Der am 13.4.2022 vorgelegte Referentenentwurf (RefE) soll die Richtlinie (EU) 2019/1937 zum Schutz von Personen, die Verstöße gegen das Unionsrecht melden (RL), umsetzen (zur RL s. Dilling, CCZ 2019, 214; Möhrenschlager, wistra 2020, R XXXVII; Gramlich / Lütke, wistra 2020, 354; Siemes, CCZ 2022, 7) und zugleich den Hinweisgeberschutz in Deutschland wirksam und nachhaltig verbessern (RefE, S. 1). Der bislang vorwiegend von der Rechtsprechung geprägte Hinweisgeberschutz sei lückenhaft und unzureichend (RefE, S. 30). Hinweisgeber leisteten einen wichtigen Beitrag zur Ahndung von Verstößen, seien in der Vergangenheit aber oftmals Repressalien ausgesetzt gewesen (RefE, S. 30).

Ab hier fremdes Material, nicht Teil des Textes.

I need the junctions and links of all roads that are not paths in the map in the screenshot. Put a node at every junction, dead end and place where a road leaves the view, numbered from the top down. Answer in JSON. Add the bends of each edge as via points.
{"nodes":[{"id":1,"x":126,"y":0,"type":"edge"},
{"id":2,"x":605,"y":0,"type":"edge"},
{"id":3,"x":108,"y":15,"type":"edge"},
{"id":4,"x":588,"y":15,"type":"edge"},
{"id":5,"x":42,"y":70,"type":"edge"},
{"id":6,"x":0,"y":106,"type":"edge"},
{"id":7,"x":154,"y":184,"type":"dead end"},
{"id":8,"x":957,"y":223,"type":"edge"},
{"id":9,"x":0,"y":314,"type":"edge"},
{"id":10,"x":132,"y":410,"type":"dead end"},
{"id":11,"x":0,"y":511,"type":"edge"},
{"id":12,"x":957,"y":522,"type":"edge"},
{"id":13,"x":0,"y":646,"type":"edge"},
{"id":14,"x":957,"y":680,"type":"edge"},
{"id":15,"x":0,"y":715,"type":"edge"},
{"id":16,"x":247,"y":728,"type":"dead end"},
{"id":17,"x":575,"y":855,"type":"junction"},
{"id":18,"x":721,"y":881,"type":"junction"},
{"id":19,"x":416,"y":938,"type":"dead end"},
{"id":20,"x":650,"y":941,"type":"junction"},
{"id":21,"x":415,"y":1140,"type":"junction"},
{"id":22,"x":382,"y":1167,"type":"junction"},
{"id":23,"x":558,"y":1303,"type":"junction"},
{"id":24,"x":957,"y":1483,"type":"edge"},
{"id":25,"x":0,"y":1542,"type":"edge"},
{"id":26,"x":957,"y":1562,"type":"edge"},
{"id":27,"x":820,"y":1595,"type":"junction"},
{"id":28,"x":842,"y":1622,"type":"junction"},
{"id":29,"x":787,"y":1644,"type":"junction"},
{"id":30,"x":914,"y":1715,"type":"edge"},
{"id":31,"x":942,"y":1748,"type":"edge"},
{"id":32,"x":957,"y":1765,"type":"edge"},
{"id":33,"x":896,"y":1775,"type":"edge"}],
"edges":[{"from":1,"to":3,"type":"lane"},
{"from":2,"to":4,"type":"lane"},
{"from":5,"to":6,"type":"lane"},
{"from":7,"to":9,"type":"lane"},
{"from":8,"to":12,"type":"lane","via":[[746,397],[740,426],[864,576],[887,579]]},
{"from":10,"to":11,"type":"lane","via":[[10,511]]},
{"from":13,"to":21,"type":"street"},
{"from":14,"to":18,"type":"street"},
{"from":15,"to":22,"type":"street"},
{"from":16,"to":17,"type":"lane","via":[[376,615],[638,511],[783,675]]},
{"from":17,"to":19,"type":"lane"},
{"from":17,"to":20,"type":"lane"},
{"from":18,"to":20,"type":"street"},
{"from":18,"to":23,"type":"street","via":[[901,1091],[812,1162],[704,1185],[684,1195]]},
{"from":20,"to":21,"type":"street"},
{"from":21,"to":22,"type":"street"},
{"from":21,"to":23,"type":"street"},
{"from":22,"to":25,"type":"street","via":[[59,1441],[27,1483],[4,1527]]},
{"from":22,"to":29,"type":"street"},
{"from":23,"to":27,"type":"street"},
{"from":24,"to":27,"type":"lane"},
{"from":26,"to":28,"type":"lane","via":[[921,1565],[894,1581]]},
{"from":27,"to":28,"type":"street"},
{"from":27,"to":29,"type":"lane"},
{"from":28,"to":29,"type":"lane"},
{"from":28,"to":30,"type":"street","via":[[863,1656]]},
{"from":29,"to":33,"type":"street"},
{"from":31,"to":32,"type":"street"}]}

Forderungen nach einem besseren Hinweisgeberschutz kommen dabei nicht zuletzt aus der Korruptionsbekämpfung (RefE, S. 31 f.); zu den entsprechenden Empfehlungen der OECD s. Burkhart / Busch, wistra 2022, 189︎ .

Wer bisher aus Angst, Frustration oder Resignation weggesehen und geschwiegen hat, soll sich nun darauf verlassen können, dass sein Hinweis vertraulich behandelt und dokumentiert wird, dass ihm nachgegangen und darauf reagiert wird, und keine Repressalien befürchtet werden müssen. Für Unternehmen und Behörden bedeutet dies, dass sie Meldestellen einrichten und mit kompetenten und bei seiner Tätigkeit unabhängigem Personal besetzen müssen. Wer seinen Hinweis an eine externe Stelle richten möchte, soll das in Zukunft bei einer zentralen Anlaufstelle tun können, die dafür beim Bundesamt für Justiz (BfJ) als „one-stop-shop“ geschaffen werden soll.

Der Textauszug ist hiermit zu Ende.